Despite the aforementioned economic winds blowing in investors’ favor, market jitters appeared with a vengeance in February and March, in contrast to the rather modest overall market decline for the quarter. Intra-day swings of several hundred points in the DJIA, while relatively insignificant from a percentage standpoint, were headline news. Reuters reported there were eight days in February “when the S&P 500 logged a single-day move of more than 1 percent, compared with eight days in all of 2017”. Given the generally strong earnings reports and positive economic news from corporate America, it is hard to find a fundamental reason for the increased volatility beyond the market needing to “take a breather” after a record number of years without a meaningful correction. When markets tumble and individual share prices follow suit, it is easy for investors to equate price swings with risk. Given what volatility may come in ensuing quarters, differentiating the two bears a brief discussion.
Volatility is a normal market occurrence. The market is rarely in stasis. Share prices are in constant motion, typically (although not always) by small increments.

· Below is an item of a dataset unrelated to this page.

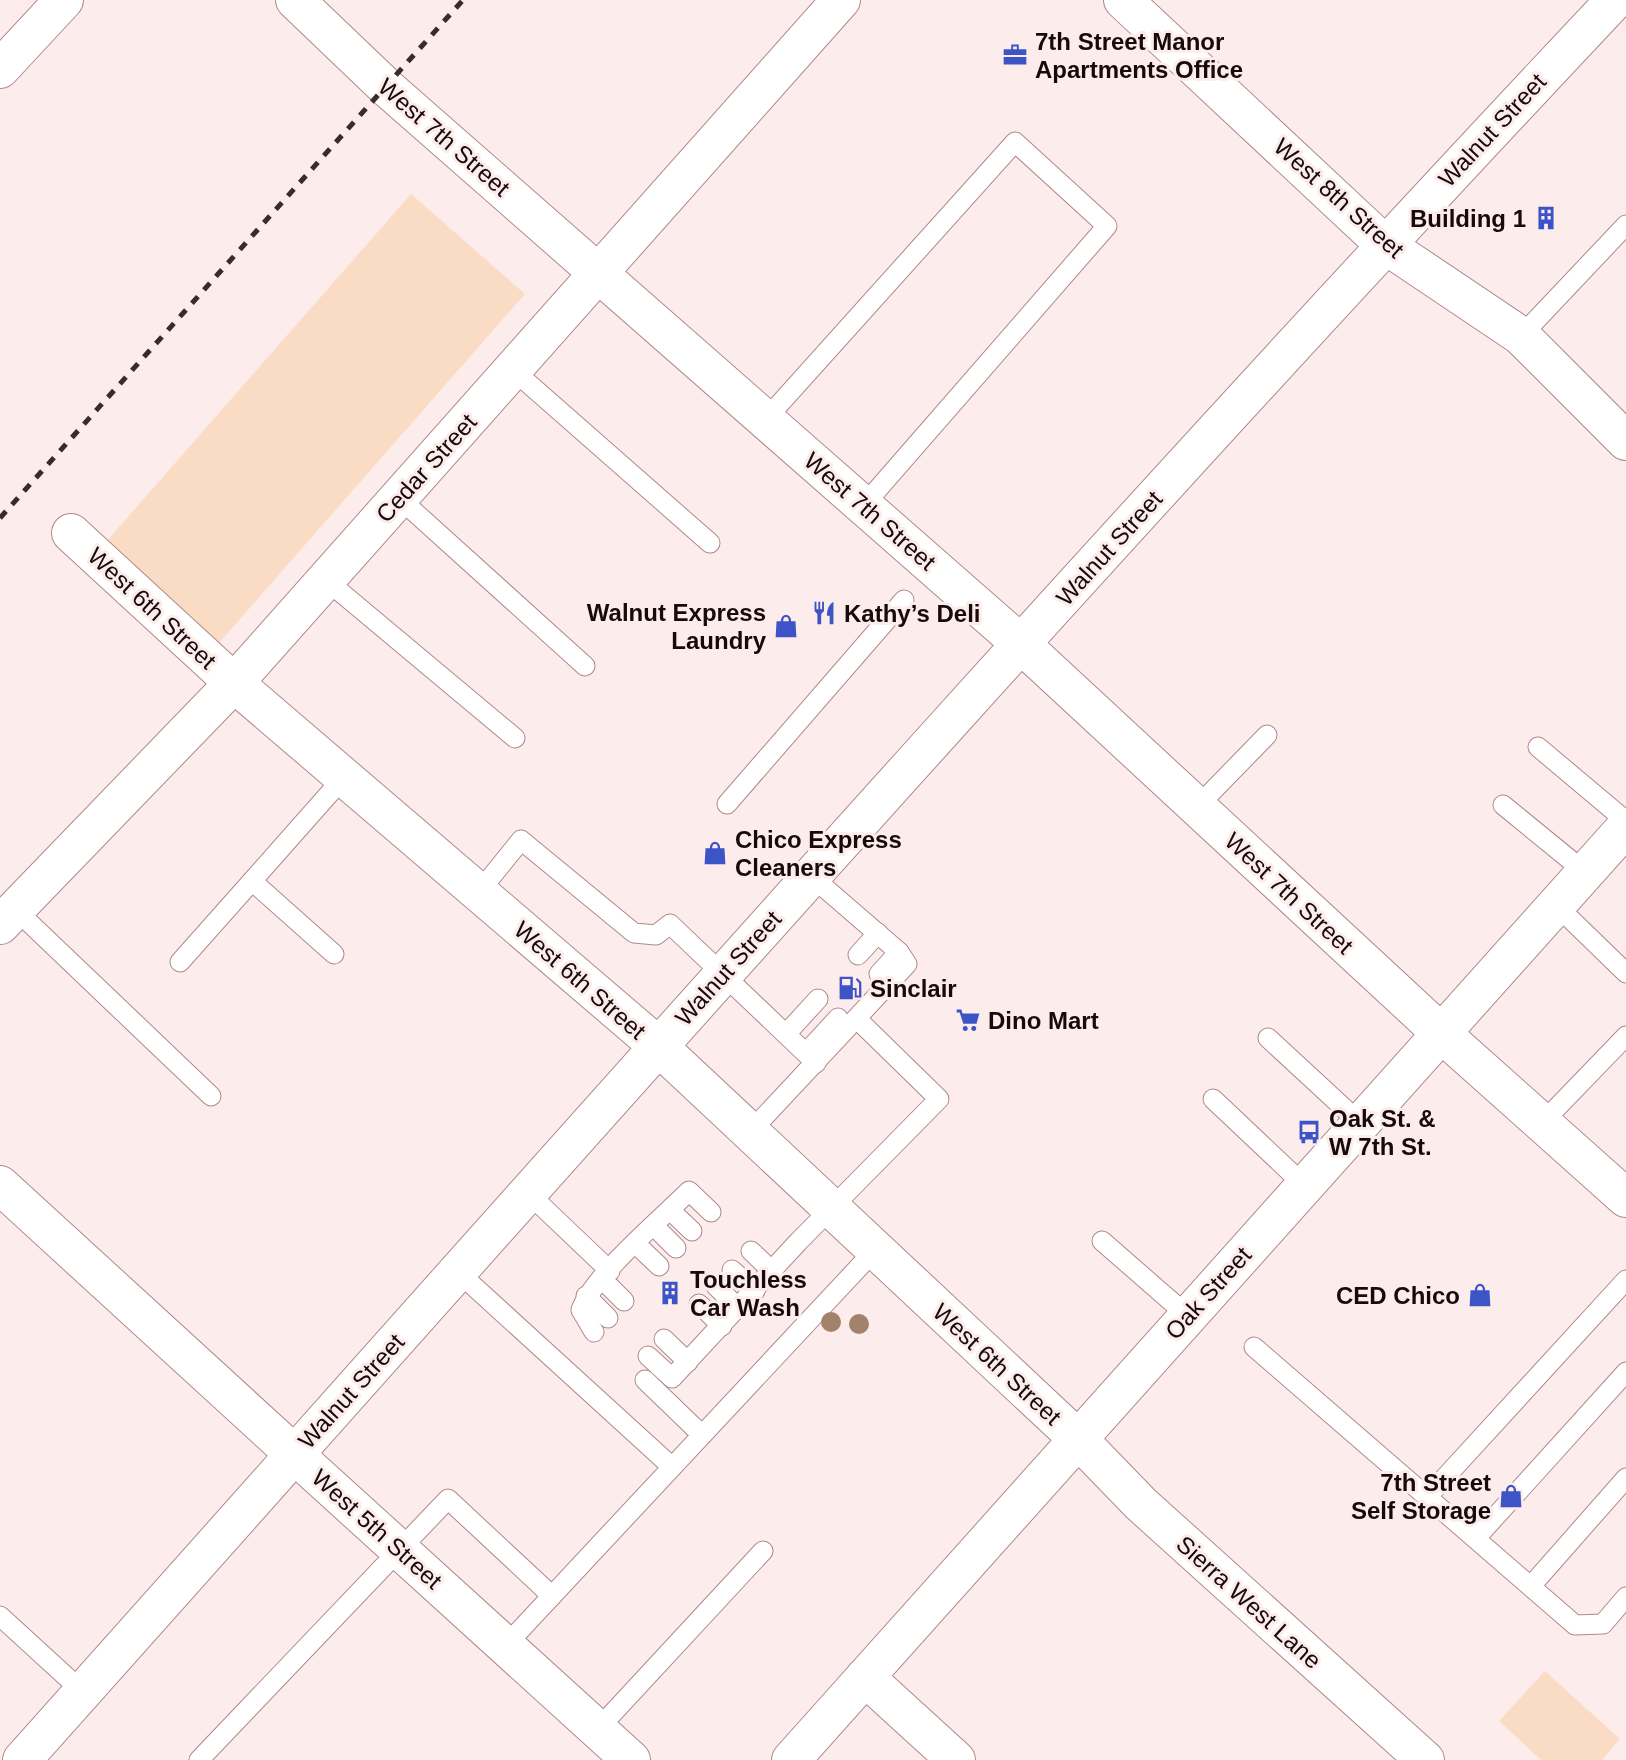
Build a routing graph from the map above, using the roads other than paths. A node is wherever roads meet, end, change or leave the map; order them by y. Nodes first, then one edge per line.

However, when we consider that publicly traded companies release their most closely watched news, i.e. quarterly earnings, four times annually, the changes in share prices outside of those earnings releases are often unrelated to company-specific events.
Succinctly stated, volatility represents a temporary change, up or down, in the value of an investor’s capital. According to Morningstar, the average stock on the New York Stock Exchange fluctuates nearly 40% between its high and low range in any one year. That is volatility of a magnitude likely not related to company fundamentals.
Risk, at least by our standard, is different. To our way of thinking risk is equated with poor management, declining financial health, lack of innovation, and other ills specific to an individual company that may lead to a permanent loss of capital directly related to company fundamentals.
At Penobscot we accept volatility as a fact of life for our clients’ portfolios. We believe our philosophy of investing in companies with a proven track record of consistently growing earnings and dividends provides the best opportunity for growth of capital and income over the long term. To borrow a saying from the world of sports, a good offense is the best defense against capital loss.
As always, we welcome your questions, comments or concerns.